Soixante-dix départements en sont totalement dépourvus. Les maîtres exploitants, ces agriculteurs qui se portent volontaires pour accueillir et former chez eux des stagiaires en cours d’installation, ne sont plus présents que dans 31 départements.
870 maîtres exploitants en 2007
Au total, en 2016, 165 détiennent encore l’agrément, contre 870 en 2007, selon l’Assemblée permanente des chambres d’agriculture (APCA).
Seul le Rhône fait figure d’exception avec ses 25 maîtres exploitants, tout comme le Gers (17) et l’Ille-et-Vilaine (14). Mais pour la plupart des départements, le compteur est bloqué à zéro voire à 1… Comment un unique agriculteur peut correspondre à toutes les productions et techniques agricoles d’un département ?
Pour le jeune, c’est une galère de plus. Et un constat inquiétant pour la profession qui a déjà vu son nombre d’agriculteurs diminué de moitié en vingt ans.
La faute à qui ?
Jusqu’en 2009, pour bénéficier des aides à l’installation, un jeune devait effectuer un stage d’application durant six mois, au cours de son installation, sur l’exploitation d’un maître exploitant, dont il trouvait le nom sur une liste détenue par les chambres d’agriculture.
« Mais le système était jugé trop exigeant par les jeunes, trop long et pas forcément adapté à tous les profils », se rappelle Raymond Vial, en charge du dossier à l’APCA.
Un stage facultatif
En 2009, à l’issue de quatre ans de contestation, le dispositif à l’installation est rénové, et l’accompagnement des futurs installés plus personnalisé. En clair, on passe à un système à la carte, plus souple, avec un stage d’application qui cesse d’être obligatoire et se réduit à une période de 1 à 6 mois.
Dix-sept ans après le début de leur existence, les maîtres exploitants sont donc moins sollicités et leur nombre connaît ainsi en 2009 son niveau le plus bas : la chute est rude, on en dénombre alors seulement 120.
L’APCA lance un appel aux volontaires
« Je regrette que le réseau Jeunes Agriculteurs ait laissé tomber le dispositif, poursuit Raymond Vial.
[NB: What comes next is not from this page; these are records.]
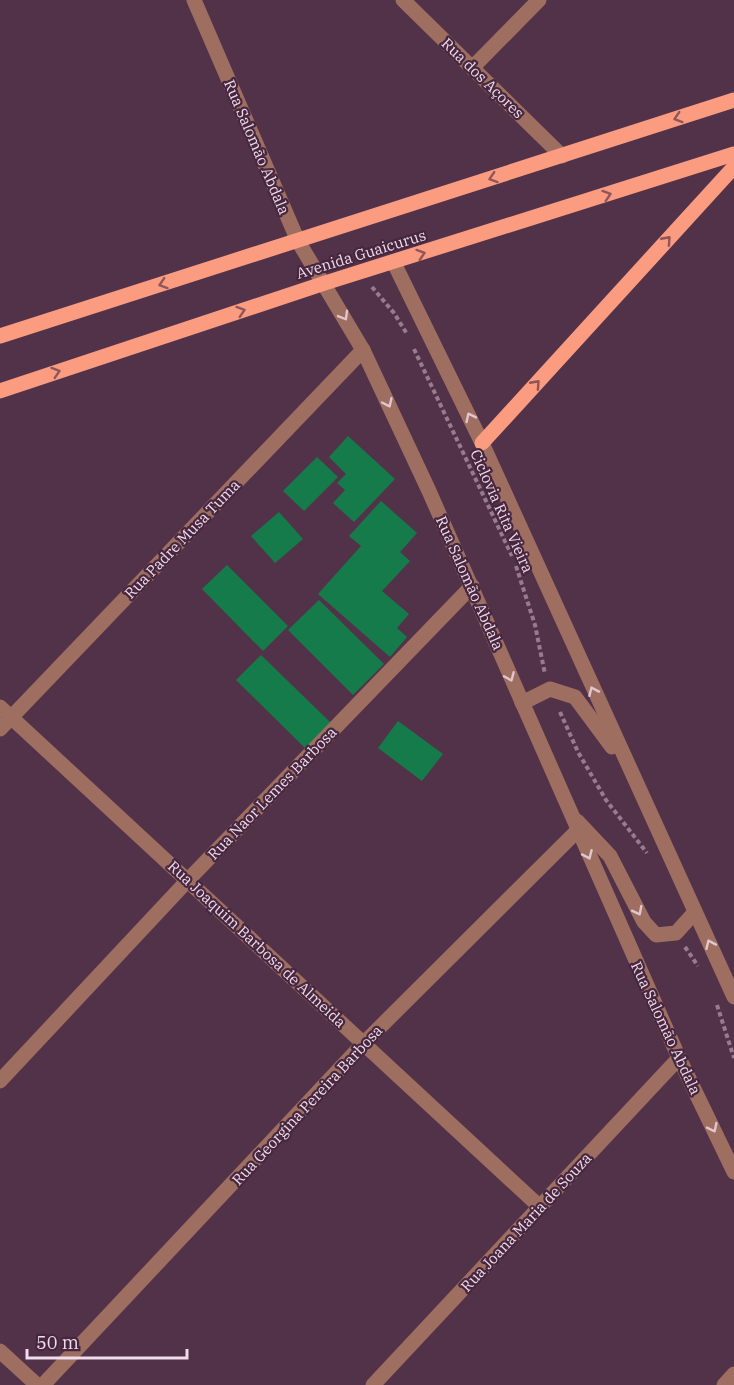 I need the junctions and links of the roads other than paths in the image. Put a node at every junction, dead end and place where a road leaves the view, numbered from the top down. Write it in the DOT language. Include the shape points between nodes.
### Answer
graph roads {
  1 [pos="194,0"];
  2 [pos="402,0"];
  3 [pos="539,0"];
  4 [pos="472,68"];
  5 [pos="734,100"];
  6 [pos="734,154"];
  7 [pos="562,156"];
  8 [pos="734,166"];
  9 [pos="298,241"];
  10 [pos="394,263"];
  11 [pos="325,283"];
  12 [pos="0,336"];
  13 [pos="363,350"];
  14 [pos="16,386"];
  15 [pos="0,391"];
  16 [pos="0,401"];
  17 [pos="482,443"];
  18 [pos="472,586"];
  19 [pos="522,703"];
  20 [pos="6,712"];
  21 [pos="0,729"];
  22 [pos="631,774"];
  23 [pos="569,813"];
  24 [pos="577,831"];
  25 [pos="188,880"];
  26 [pos="695,912"];
  27 [pos="734,998"];
  28 [pos="364,1043"];
  29 [pos="679,1058"];
  30 [pos="0,1081"];
  31 [pos="734,1172"];
  32 [pos="540,1207"];
  33 [pos="0,1351"];
  34 [pos="734,1374"];
  35 [pos="37,1385"];
  36 [pos="43,1385"];
  37 [pos="373,1385"];
  38 [pos="724,1385"];
  1 -- 9 [label="street, Rua Salomão Abdala"];
  2 -- 4 [label="street, Rua dos Açores"];
  3 -- 4 [label="street"];
  4 -- 7 [label="street, Rua dos Açores"];
  5 -- 7 [label="main road, Avenida Guaicurus, one-way"];
  10 -- 6 [label="main road, Avenida Guaicurus, one-way"];
  7 -- 9 [label="main road, Avenida Guaicurus, one-way"];
  17 -- 8 [label="main road, one-way"];
  9 -- 11 [label="street, Rua Salomão Abdala"];
  9 -- 12 [label="main road, Avenida Guaicurus, one-way"];
  10 -- 11 [label="main road, Avenida Guaicurus"];
  17 -- 10 [label="street, one-way"];
  11 -- 13 [label="street, Rua Salomão Abdala, one-way"];
  14 -- 11 [label="main road, Avenida Guaicurus, one-way"];
  13 -- 18 [label="street, Rua Salomão Abdala, one-way"];
  13 -- 20 [label="street, Rua Padre Musa Tuma"];
  14 -- 15 [label="main road, Avenida Guaicurus"];
  14 -- 16 [label="street"];
  22 -- 17 [label="street, one-way"];
  18 -- 19 [label="street, Rua Salomão Abdala, one-way"];
  18 -- 25 [label="street, Rua Naor Lemes Barbosa"];
  19 -- 22 [label="street" via="550,689 575,697"];
  19 -- 23 [label="street, Rua Salomão Abdala"];
  20 -- 21 [label="street, Rua Padre Musa Tuma"];
  20 -- 25 [label="street, Rua Joaquim Barbosa de Almeida"];
  22 -- 26 [label="street"];
  23 -- 24 [label="street, Rua Salomão Abdala"];
  23 -- 26 [label="street, one-way" via="610,856 644,922 656,934 676,933"];
  24 -- 28 [label="street, Rua Georgina Pereira Barbosa"];
  24 -- 29 [label="street, Rua Salomão Abdala, one-way"];
  25 -- 28 [label="street, Rua Joaquim Barbosa de Almeida"];
  25 -- 30 [label="street, Rua Naor Lemes Barbosa"];
  27 -- 26 [label="street, one-way"];
  28 -- 32 [label="street, Rua Joaquim Barbosa de Almeida"];
  28 -- 36 [label="street, Rua Georgina Pereira Barbosa"];
  29 -- 31 [label="street, Rua Salomão Abdala, one-way"];
  29 -- 32 [label="street, Rua Joana Maria de Souza"];
  32 -- 37 [label="street, Rua Joana Maria de Souza"];
  33 -- 35 [label="street"];
  34 -- 38 [label="street"];
} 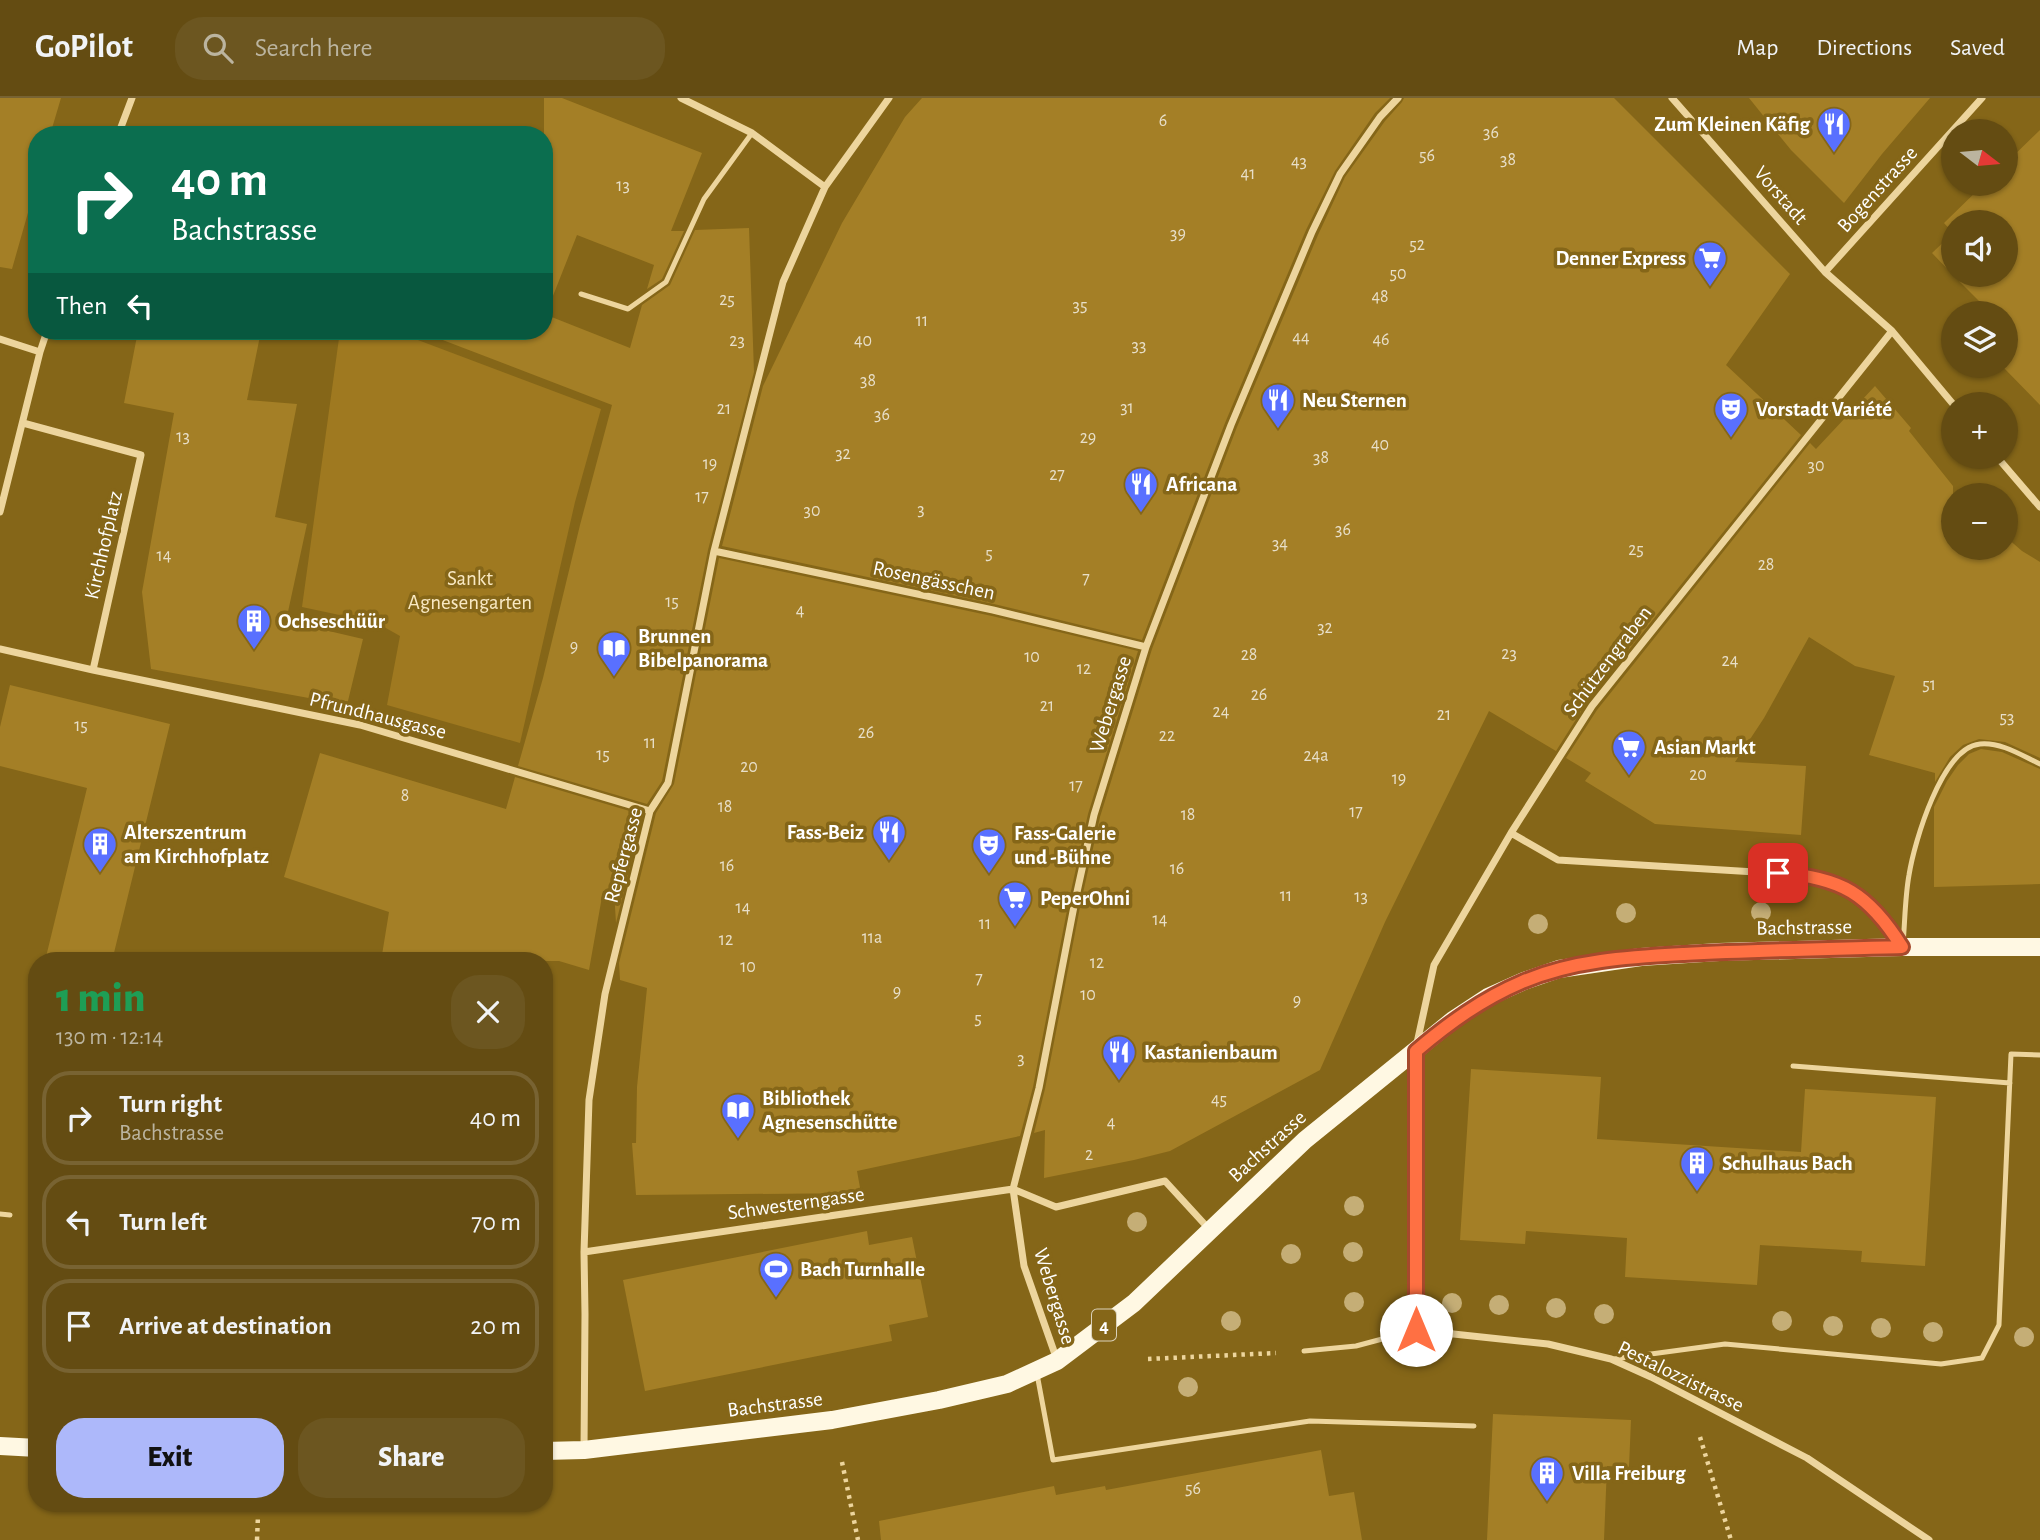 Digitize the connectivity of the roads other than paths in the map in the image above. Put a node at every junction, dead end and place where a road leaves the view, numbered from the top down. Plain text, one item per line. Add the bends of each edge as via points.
1 (132, 98) edge
2 (681, 98) edge
3 (889, 98) edge
4 (1398, 98) edge
5 (1672, 98) edge
6 (1982, 98) edge
7 (121, 126) edge
8 (751, 133) junction
9 (825, 187) junction
10 (1825, 272) junction
11 (581, 294) dead end
12 (1892, 331) junction
13 (0, 340) edge
14 (44, 340) edge
15 (40, 352) junction
16 (1943, 392) edge
17 (23, 423) junction
18 (2007, 469) edge
19 (0, 471) edge
20 (9, 473) junction
21 (2040, 507) edge
22 (0, 512) edge
23 (714, 551) junction
24 (1146, 646) junction
25 (0, 649) edge
26 (93, 670) junction
27 (2040, 764) edge
28 (650, 811) junction
29 (1511, 833) junction
30 (1902, 947) junction
31 (2040, 947) edge
32 (1416, 1051) junction
33 (2040, 1055) edge
34 (1793, 1066) dead end
35 (2010, 1083) junction
36 (1013, 1189) junction
37 (0, 1214) edge
38 (10, 1215) dead end
39 (1210, 1230) junction
40 (584, 1252) junction
41 (1416, 1330) junction
42 (1304, 1351) road end
43 (1611, 1359) junction
44 (1057, 1361) junction
45 (1036, 1371) junction
46 (1474, 1426) dead end
47 (0, 1446) edge
48 (28, 1448) edge
49 (583, 1450) junction
50 (553, 1451) edge
51 (1929, 1540) edge

1 - 7 street
2 - 8 street
3 - 9 street, Repfergasse
4 - 24 street, Webergasse via 1340,174 1312,232
5 - 10 street, Vorstadt
6 - 10 street, Bogenstrasse
8 - 9 street
8 - 11 lane via 704,199 666,282 628,310
9 - 23 street, Repfergasse via 783,282
10 - 12 street, Vorstadt
12 - 16 street, Vorstadt
12 - 29 street, Schützengraben via 1592,706
13 - 15 street
14 - 15 street
15 - 17 street
17 - 20 street
17 - 26 street, Kirchhofplatz via 141,455
18 - 21 street
19 - 20 street
20 - 22 street
23 - 24 street, Rosengässchen
23 - 28 street, Repfergasse via 668,783
24 - 36 street, Webergasse via 1094,815 1040,1088
25 - 26 street
26 - 28 street, Pfrundhausgasse via 360,725
27 - 30 lane via 1993,744 1976,744 1954,760 1940,780 1918,838 1909,875
28 - 40 street, Repfergasse via 605,994 589,1100
29 - 30 street via 1558,860 1805,875 1831,882 1869,904
29 - 32 street, Schützengraben via 1434,965
30 - 31 main road, Bachstrasse / 4
30 - 32 main road, Bachstrasse / 4 via 1641,957 1559,969 1488,997
32 - 39 main road, Bachstrasse / 4 via 1304,1140
32 - 41 street
33 - 35 lane via 2011,1054
34 - 35 lane
35 - 43 lane via 1999,1325 1982,1358 1941,1364 1725,1344
36 - 39 street via 1056,1207 1165,1181
36 - 40 street, Schwesterngasse
36 - 44 street, Webergasse via 1024,1266
37 - 38 lane
39 - 44 main road, Bachstrasse / 4 via 1134,1303
40 - 49 street, Repfergasse
41 - 42 lane via 1356,1346
41 - 43 street, Pestalozzistrasse via 1548,1345
43 - 51 street, Pestalozzistrasse via 1807,1458
44 - 45 main road, Bachstrasse / 4
45 - 46 lane via 1053,1460 1310,1421
45 - 49 main road, Bachstrasse / 4 via 1007,1384 832,1420
47 - 48 main road
49 - 50 main road, Bachstrasse / 4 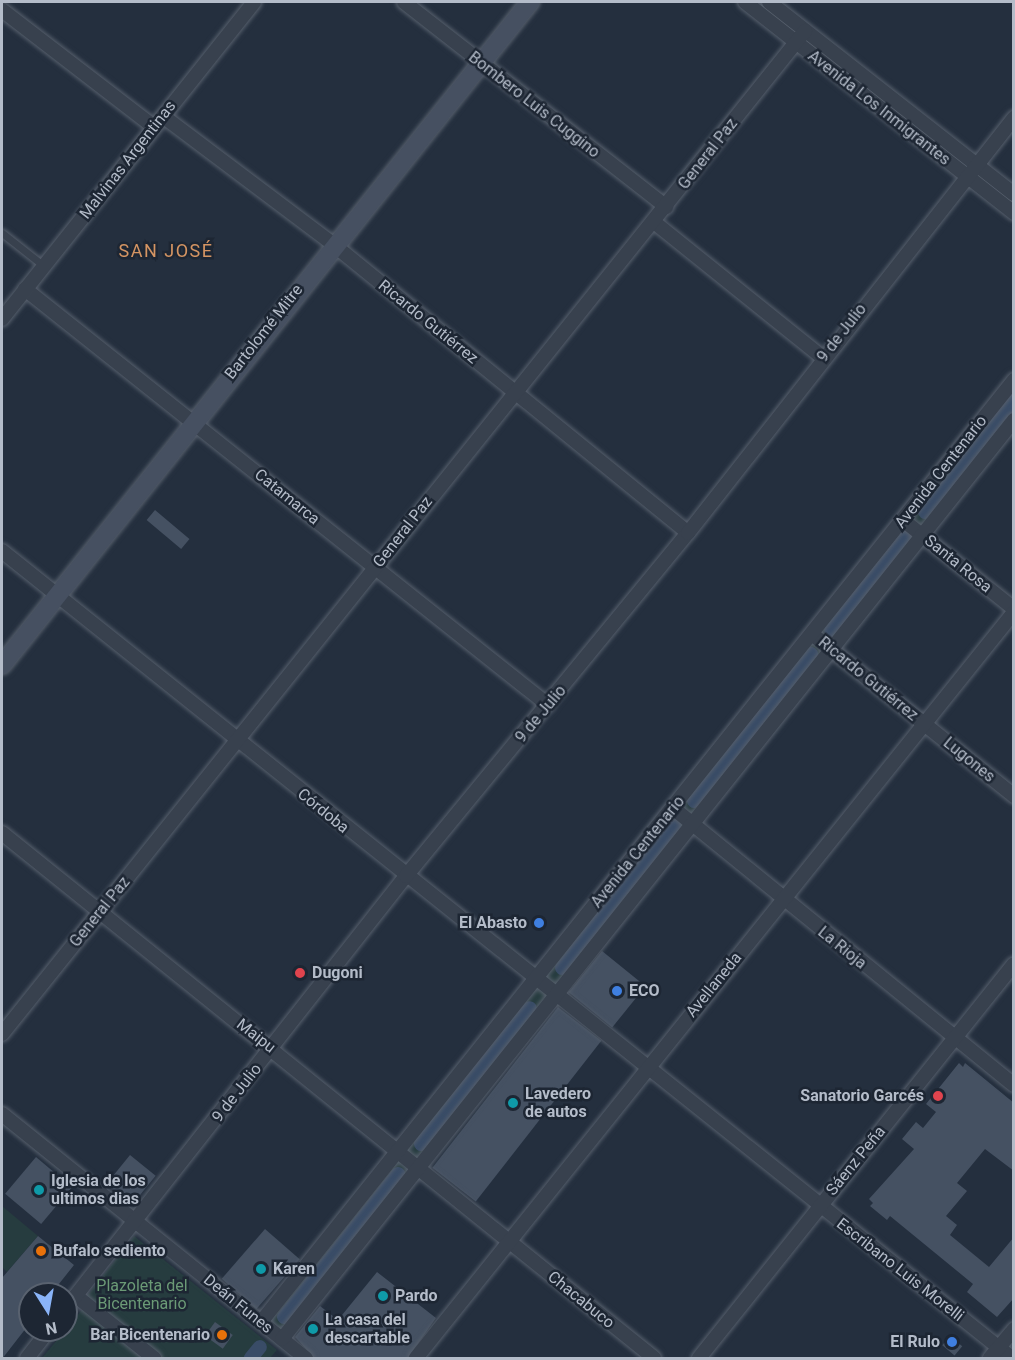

Nous, les chambres d’agriculture, nous faisons appel aux agriculteurs pour qu’ils s’engagent à nouveau en tant que maîtres exploitants, pour continuer à transmettre le métier. »
En 2015, face à la pénurie de maîtres exploitants d’un côté et à la montée du nombre de futurs installés non issu du milieu agricole de l’autre, le dispositif est à nouveau ajusté, à la demande des syndicats, via la loi d’avenir pour l’agriculture : « La formation des maîtres exploitants a été simplifiée passant de trois à un jour, explique Pierre-Marie Vouillot, en charge de l’installation chez JA. Il leur est même possible désormais de réaliser leur formation après l’accueil de leur premier stagiaire. Les listes des maîtres exploitants peuvent enfin évoluer à la demande d’un jeune qui aurait par exemple trouvé un exploitant pas encore inscrit sur la liste. »
Des mesures de sécurité contraignantes
Pour autant, le dispositif peine à regagner du terrain. « Il faut dire aussi qu’avec les crises successives, les agriculteurs sont un peu démotivés. Alors « pourquoi transmettre ses connaissances ? » se demandent certains quand ils constatent que ça ne fonctionne déjà pas pour eux… », reprend Raymond Vial. Les mesures de santé et sécurité au travail sont aussi parfois jugées trop contraignantes pour accueillir un stagiaire sur l’exploitation.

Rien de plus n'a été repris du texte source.